Le cas de Khadija sombre dans l’oubli. On est bien loin du brouhaha médiatique accompagnant les premiers mois de l’affaire. Désormais majeure, elle a retiré sa plainte contre certains accusés. Sans aucune incidence sur l’action publique, affirme son avocat. La prochaine audience aura lieu le 27 septembre.

BCP vs Samir : pas d’hypothèque, pas de privilège

BCP gardera-t-elle ses sûretés sur la créance Samir ? La réponse est attendue pour le 4 octobre 2021. La Cour d’appel de commerce (Casablanca) a mis ce dossier en délibéré, après une ultime audience tenue le 6 septembre.

La banque court après la reconnaissance de deux garanties : Une hypothèque couvrant créance et d’un nantissement couvrant respectivement 1,2 MMDH  et 50 MDH. Soit 1,25 MMDH sur une créance totale de 1,9 MMDH. Ce montant correspond à un financement accordé par BCP à la Samir et ce, avant la mise en liquidation du raffineur.

Pourquoi ce litige ? Car le syndic de la Samir conteste la légalité de ces sûretés réelles, dont il réclame l’annulation.  Le liquidateur estime qu’elles ont été souscrites ultérieurement au crédit, ce qui les rendrait juridiquement « nulles et sans effets ». Un postulat réfuté par l’établissement bancaire. Ses avocats expliquent que le prêt n’a été réellement débloqué qu’après les garanties.
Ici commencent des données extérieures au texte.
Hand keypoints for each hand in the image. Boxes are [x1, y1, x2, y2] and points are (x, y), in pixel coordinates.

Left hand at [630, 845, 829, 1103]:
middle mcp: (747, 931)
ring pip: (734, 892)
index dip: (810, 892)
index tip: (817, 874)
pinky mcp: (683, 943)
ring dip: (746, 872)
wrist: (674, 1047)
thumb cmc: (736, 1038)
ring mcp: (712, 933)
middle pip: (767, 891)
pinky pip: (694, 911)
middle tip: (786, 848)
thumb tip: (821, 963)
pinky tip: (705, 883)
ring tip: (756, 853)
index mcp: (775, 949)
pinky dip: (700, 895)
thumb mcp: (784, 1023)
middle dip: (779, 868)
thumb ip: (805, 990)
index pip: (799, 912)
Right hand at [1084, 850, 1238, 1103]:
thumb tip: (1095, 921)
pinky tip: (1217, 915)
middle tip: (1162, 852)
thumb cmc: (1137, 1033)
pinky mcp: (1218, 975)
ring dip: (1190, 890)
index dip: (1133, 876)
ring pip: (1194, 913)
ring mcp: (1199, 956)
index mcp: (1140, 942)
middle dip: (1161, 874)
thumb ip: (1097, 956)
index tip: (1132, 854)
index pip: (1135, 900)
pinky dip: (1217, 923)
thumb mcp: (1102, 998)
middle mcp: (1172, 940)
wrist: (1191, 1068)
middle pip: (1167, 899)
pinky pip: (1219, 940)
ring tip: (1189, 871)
La Cour a demandé une expertise pour y voir plus clair.

Deux prestigieux cabinets d’avocats s’allient pour mener la défense de la banque : Bassamat & Laraqui et H. Fait rare pour ces deux firmes casablancaises, leurs fondateurs se sont déplacés eux-mêmes pour les plaidoiries. L’affaire est d’une grande technicité, les enjeux financiers sont énormes.

Contrairement aux garanties, le montant de la créance n’est pas en soi contesté. Mais sans sûretés, BCP risque de perdre un privilège dans la course au paiement. L’hypothèque lui garantirait, en effet, la primeur en ce sens. A défaut, la banque sera reléguée au rang de créancier chirographaire, statut qui compromettra certainement ses chances de remboursement.